- [EXERCISE INSTRUCTIONS]
Scan the records for the string "thumb" and copy every line that holds it.

SUPPLIED MATERIAL section start

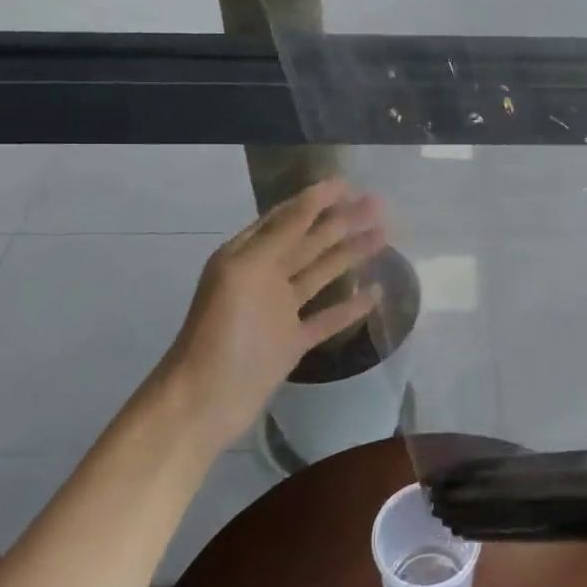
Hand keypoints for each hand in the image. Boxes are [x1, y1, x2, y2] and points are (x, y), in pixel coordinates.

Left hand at [157, 181, 385, 455]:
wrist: (203, 403)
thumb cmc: (222, 332)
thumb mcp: (247, 272)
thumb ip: (282, 234)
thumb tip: (314, 197)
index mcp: (247, 256)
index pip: (288, 217)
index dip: (317, 199)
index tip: (349, 183)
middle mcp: (264, 277)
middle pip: (310, 241)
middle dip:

SUPPLIED MATERIAL section end

- [RESULT OF THE TASK]
thumb cmc: (222, 332)
thumb mcp: (247, 272)
thumb ip: (282, 234)
thumb tip: (314, 197)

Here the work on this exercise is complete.